[[ Provided material, beginning ]]

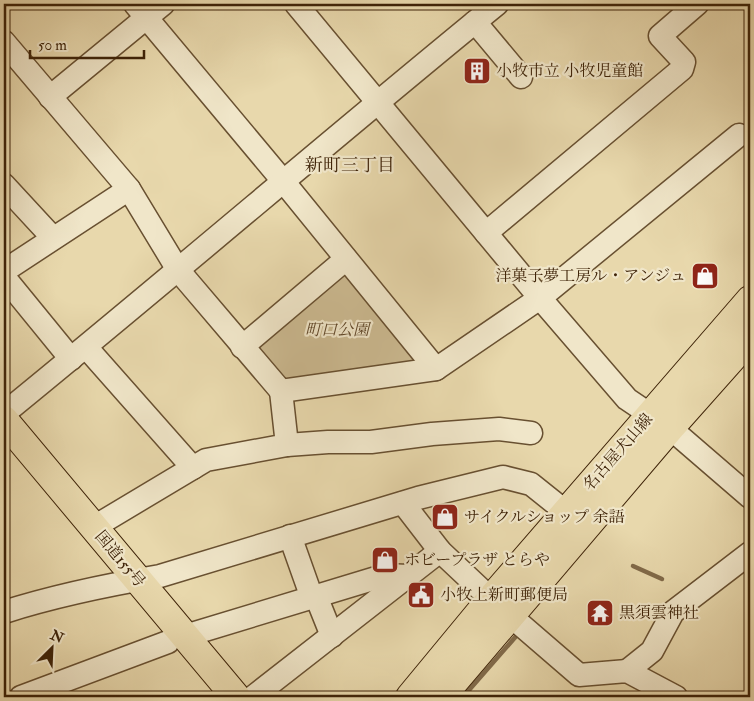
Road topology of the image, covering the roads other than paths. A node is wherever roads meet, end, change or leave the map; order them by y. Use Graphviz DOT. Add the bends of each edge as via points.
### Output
graph roads {
  1 [pos="296,4"];
  2 [pos="497,4"];
  3 [pos="696,4"];
  4 [pos="148,8"];
  5 [pos="475,22"];
  6 [pos="4,42"];
  7 [pos="521,77"];
  8 [pos="50,97"];
  9 [pos="378,102"];
  10 [pos="739,135"];
  11 [pos="282,181"];
  12 [pos="4,185"];
  13 [pos="129,189"];
  14 [pos="486,233"];
  15 [pos="53,238"];
  16 [pos="346,259"];
  17 [pos="178,270"];
  18 [pos="4,271"];
  19 [pos="4,277"];
  20 [pos="540,298"];
  21 [pos="750,300"];
  22 [pos="750,338"];
  23 [pos="242,347"];
  24 [pos="79,353"];
  25 [pos="436,369"];
  26 [pos="281,391"];
  27 [pos="4,411"];
  28 [pos="4,420"];
  29 [pos="661,421"];
  30 [pos="530,433"];
  31 [pos="287,445"];
  32 [pos="4,450"];
  33 [pos="193,468"];
  34 [pos="750,497"];
  35 [pos="403,503"];
  36 [pos="566,512"];
  37 [pos="94,527"];
  38 [pos="290,536"];
  39 [pos="440,551"];
  40 [pos="750,553"];
  41 [pos="408,576"];
  42 [pos="128,582"];
  43 [pos="314,597"];
  44 [pos="500,606"];
  45 [pos="4,612"];
  46 [pos="332,636"];
  47 [pos="177,639"];
  48 [pos="627,671"];
  49 [pos="21,697"];
  50 [pos="214,697"];
  51 [pos="236,697"];
  52 [pos="253,697"];
  53 [pos="410,697"];
  54 [pos="441,697"];
  55 [pos="676,697"];
  1 -- 9 [label="street"];
  2 -- 5 [label="street"];
  3 -- 14 [label="street" via="660,36 684,62 682,69"];
  4 -- 8 [label="street"];
  4 -- 11 [label="street"];
  5 -- 7 [label="street"];
  5 -- 9 [label="street"];
  6 -- 8 [label="street"];
  8 -- 13 [label="street"];
  9 -- 11 [label="street"];
  9 -- 14 [label="street"];
  10 -- 20 [label="street"];
  11 -- 16 [label="street"];
  11 -- 17 [label="street"];
  12 -- 15 [label="street"];
  13 -- 15 [label="street"];
  13 -- 17 [label="street"];
  14 -- 20 [label="street"];
  15 -- 18 [label="street"];
  16 -- 23 [label="street"];
  16 -- 25 [label="street"];
  17 -- 23 [label="street"];
  17 -- 24 [label="street"];
  19 -- 24 [label="street"];
  20 -- 25 [label="street"];
  20 -- 29 [label="street" via="627,399"];
  21 -- 29 [label="main road, 名古屋犬山線"];
  22 -- 29 [label="main road, 名古屋犬山線"];
  23 -- 26 [label="street"];
  24 -- 27 [label="street"];
  24 -- 33 [label="street"];
  25 -- 26 [label="street"];
  26 -- 31 [label="street"];
  28 -- 37 [label="main road, 国道155号"];
  29 -- 34 [label="street"];
  29 -- 36 [label="main road, 名古屋犬山線"];
  29 -- 44 [label="main road, 名古屋犬山線"];
  30 -- 31 [label="street" via="499,429 371,442"];
  31 -- 33 [label="street" via="206,460"];
  32 -- 42 [label="main road, 国道155号"];
  33 -- 37 [label="street"];
  35 -- 36 [label="street" via="503,477 531,484"];
  35 -- 38 [label="street"];
  35 -- 39 [label="street"];
  36 -- 44 [label="main road, 名古屋犬山線"];
  37 -- 42 [label="main road, 国道155号"];
  38 -- 42 [label="street" via="160,576"];
  38 -- 43 [label="street"];
  39 -- 41 [label="street"];
  39 -- 44 [label="street"];
  40 -- 48 [label="street" via="673,612 652,651"];
  41 -- 43 [label="street" via="386,575"];
  41 -- 46 [label="street"];
  42 -- 45 [label="street"];
  42 -- 47 [label="main road, 国道155号"];
  43 -- 46 [label="street"];
  43 -- 47 [label="street"];
  44 -- 48 [label="street" via="579,675"];
  44 -- 53 [label="main road, 名古屋犬山線"];
  44 -- 54 [label="main road, 名古屋犬山線"];
  46 -- 52 [label="street"];
  47 -- 49 [label="street"];
  47 -- 50 [label="main road, 国道155号"];
  47 -- 51 [label="main road, 国道155号"];
  48 -- 55 [label="street"];
}
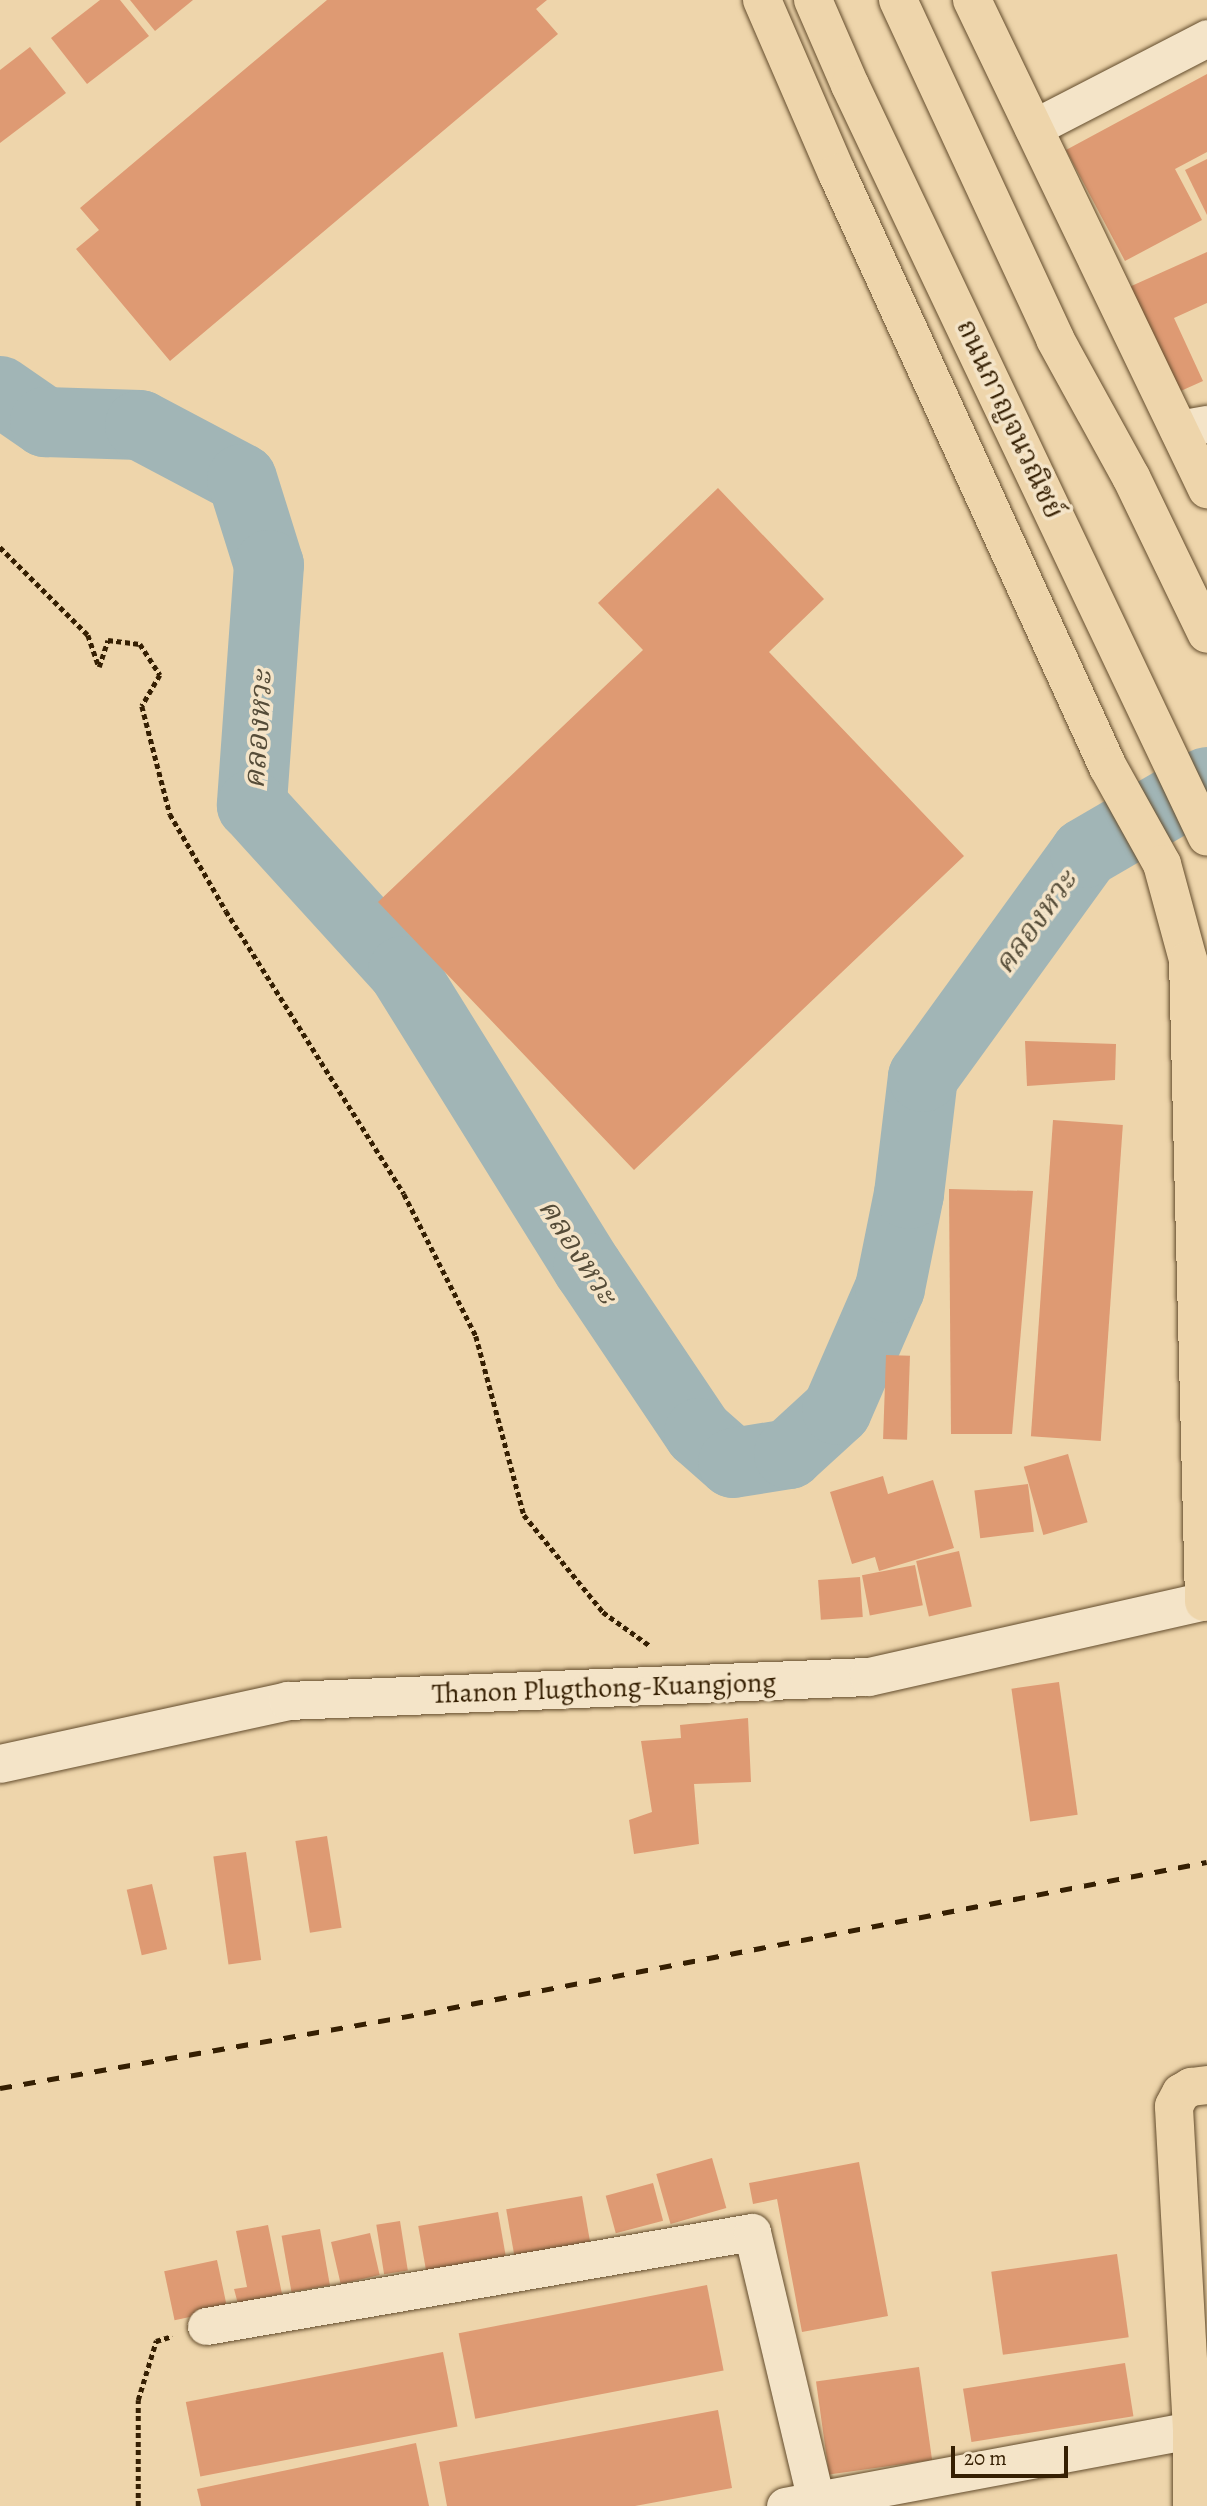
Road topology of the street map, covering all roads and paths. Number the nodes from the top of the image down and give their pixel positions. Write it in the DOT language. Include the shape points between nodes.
graph roads {
  1 [pos="762,0"];
  2 [pos="813,0"];
  3 [pos="898,0"];
  4 [pos="972,0"];
  5 [pos="1207,38"];
  6 [pos="1033,128"];
  7 [pos="1192,427"];
  8 [pos="1207,489"];
  9 [pos="0,547"];
  10 [pos="1207,634"];
  11 [pos="1207,837"];
  12 [pos="1205,1602"];
  13 [pos="704,1684"];
  14 [pos="0,1764"];
  15 [pos="1207,2085"];
  16 [pos="206,2326"];
  17 [pos="1192,2430"];
  18 [pos="801,2503"];
  19 [pos="138,2506"];
  20 [pos="1192,2506"];
  1 -- 12 [label="main road" via="1108,767 1162,864 1188,960"];
  2 -- 11 [label="main road, ถนนกาญจนวณิชย์"];
  3 -- 10 [label="main road" via="1055,339 1131,477"];
  4 -- 6 [label="main road"];
  5 -- 6 [label="street"];
  6 -- 7 [label="main road"];
  7 -- 8 [label="main road"];
  9 -- 13 [label="path" via="88,635 99,667 107,640 140,644 160,675 142,706 170,814 404,1194 458,1300 476,1336 524,1515 603,1612"];
  12 -- 13 [label="street, Thanon Plugthong-Kuangjong" via="869,1678"];
  13 -- 14 [label="street, Thanon Plugthong-Kuangjong" via="288,1701"];
  15 -- 17 [label="main road" via="1181,2093 1174,2106"];
  16 -- 18 [label="street" via="752,2232"];
  16 -- 19 [label="path" via="156,2341 138,2400"];
  17 -- 18 [label="street"];
  17 -- 20 [label="main road"];
}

[[ Provided material, end ]]

- **Task brief**
Would you set down the records exactly, with no pictures included?

- **The completed task**
Road topology of the image, covering the roads other than paths. A node is wherever roads meet, end, change or leave the map; order them by y. Use Graphviz DOT. Add the bends of each edge as via points.
### Output
graph roads {
  1 [pos="296,4"];
  2 [pos="497,4"];
  3 [pos="696,4"];
  4 [pos="148,8"];
  5 [pos="475,22"];
  6 [pos="4,42"];
  7 [pos="521,77"];
  8 [pos="50,97"];
  9 [pos="378,102"];
  10 [pos="739,135"];
  11 [pos="282,181"];
  12 [pos="4,185"];
  13 [pos="129,189"];
  14 [pos="486,233"];
  15 [pos="53,238"];
  16 [pos="346,259"];
  17 [pos="178,270"];
  18 [pos="4,271"];
  19 [pos="4,277"];
  20 [pos="540,298"];
  21 [pos="750,300"];
  22 [pos="750,338"];
  23 [pos="242,347"];
  24 [pos="79,353"];
  25 [pos="436,369"];
  26 [pos="281,391"];
  27 [pos="4,411"];
  28 [pos="4,420"];
  29 [pos="661,421"];
  30 [pos="530,433"];
  31 [pos="287,445"];
  32 [pos="4,450"];
  33 [pos="193,468"];
  34 [pos="750,497"];
  35 [pos="403,503"];
  36 [pos="566,512"];
  37 [pos="94,527"];
  38 [pos="290,536"];
  39 [pos="440,551"];
  40 [pos="750,553"];
  41 [pos="408,576"];
  42 [pos="128,582"];
  43 [pos="314,597"];
  44 [pos="500,606"];
  45 [pos="4,612"];
  46 [pos="332,636"];
  47 [pos="177,639"];
  48 [pos="627,671"];
  49 [pos="21,697"];
  50 [pos="214,697"];
  51 [pos="236,697"];
  52 [pos="253,697"];
  53 [pos="410,697"];
  54 [pos="441,697"];
  55 [pos="676,697"];
  1 -- 9 [label="street"];
  2 -- 5 [label="street"];
  3 -- 14 [label="street" via="660,36 684,62 682,69"];
  4 -- 8 [label="street"];
  4 -- 11 [label="street"];
  5 -- 7 [label="street"];
  5 -- 9 [label="street"];
  6 -- 8 [label="street"];
  8 -- 13 [label="street"];
  9 -- 11 [label="street"];
  9 -- 14 [label="street"];
  10 -- 20 [label="street"];
  11 -- 16 [label="street"];
  11 -- 17 [label="street"];
  12 -- 15 [label="street"];
  13 -- 15 [label="street"];
  13 -- 17 [label="street"];
  14 -- 20 [label="street"];
  15 -- 18 [label="street"];
  16 -- 23 [label="street"];
  16 -- 25 [label="street"];
  17 -- 23 [label="street"];
  17 -- 24 [label="street"];
  19 -- 24 [label="street"];
  20 -- 25 [label="street"];
  20 -- 29 [label="street" via="627,399"];
  21 -- 29 [label="main road, 名古屋犬山線"];
  22 -- 29 [label="main road, 名古屋犬山線"];
  23 -- 26 [label="street"];
  24 -- 27 [label="street"];
  24 -- 33 [label="street"];
  25 -- 26 [label="street"];
  26 -- 31 [label="street"];
  28 -- 37 [label="main road, 国道155号"];
  29 -- 34 [label="street"];
  29 -- 36 [label="main road, 名古屋犬山線"];
  29 -- 44 [label="main road, 名古屋犬山線"];
  30 -- 31 [label="street" via="499,429 371,442"];
  31 -- 33 [label="street" via="206,460"];
  32 -- 42 [label="main road, 国道155号"];
  33 -- 37 [label="street"];
  35 -- 36 [label="street" via="503,477 531,484"];
  35 -- 38 [label="street"];
  35 -- 39 [label="street"];
  36 -- 44 [label="main road, 名古屋犬山線"];
  37 -- 42 [label="main road, 国道155号"];
  38 -- 42 [label="street" via="160,576"];
  38 -- 43 [label="street"];
  39 -- 41 [label="street"];
  39 -- 44 [label="street"];
  40 -- 48 [label="street" via="673,612 652,651"];
  41 -- 43 [label="street" via="386,575"];
  41 -- 46 [label="street"];
  42 -- 45 [label="street"];
  42 -- 47 [label="main road, 国道155号"];
  43 -- 46 [label="street"];
  43 -- 47 [label="street"];
  44 -- 48 [label="street" via="579,675"];
  44 -- 53 [label="main road, 名古屋犬山線"];
  44 -- 54 [label="main road, 名古屋犬山線"];
  46 -- 52 [label="street"];
  47 -- 49 [label="street"];
  47 -- 50 [label="main road, 国道155号"];
  47 -- 51 [label="main road, 国道155号"];
  48 -- 55 [label="street"];
}
Road topology of the street map, covering all roads and paths. Number the nodes from the top of the image down and give their pixel positions. Write it in the DOT language. Include the shape points between nodes.
graph roads {
  1 [pos="762,0"];
  2 [pos="813,0"];
  3 [pos="898,0"];
  4 [pos="972,0"];
  5 [pos="1207,38"];
  6 [pos="1033,128"];
  7 [pos="1192,427"];
  8 [pos="1207,489"];
  9 [pos="0,547"];
  10 [pos="1207,634"];
  11 [pos="1207,837"];
  12 [pos="1205,1602"];
  13 [pos="704,1684"];
  14 [pos="0,1764"];
  15 [pos="1207,2085"];
  16 [pos="206,2326"];
  17 [pos="1192,2430"];
  18 [pos="801,2503"];
  19 [pos="138,2506"];
  20 [pos="1192,2506"];
  1 -- 12 [label="main road" via="1108,767 1162,864 1188,960"];
  2 -- 11 [label="main road, ถนนกาญจนวณิชย์"];
  3 -- 10 [label="main road" via="1055,339 1131,477"];
  4 -- 6 [label="main road"];
  5 -- 6 [label="street"];
  6 -- 7 [label="main road"];
  7 -- 8 [label="main road"];
  9 -- 13 [label="path" via="88,635 99,667 107,640 140,644 160,675 142,706 170,814 404,1194 458,1300 476,1336 524,1515 603,1612"];
  12 -- 13 [label="street, Thanon Plugthong-Kuangjong" via="869,1678"];
  13 -- 14 [label="street, Thanon Plugthong-Kuangjong" via="288,1701"];
  15 -- 17 [label="main road" via="1181,2093 1174,2106"];
  16 -- 18 [label="street" via="752,2232"];
  16 -- 19 [label="path" via="156,2341 138,2400"];
  17 -- 18 [label="street"];
  17 -- 20 [label="main road"];
}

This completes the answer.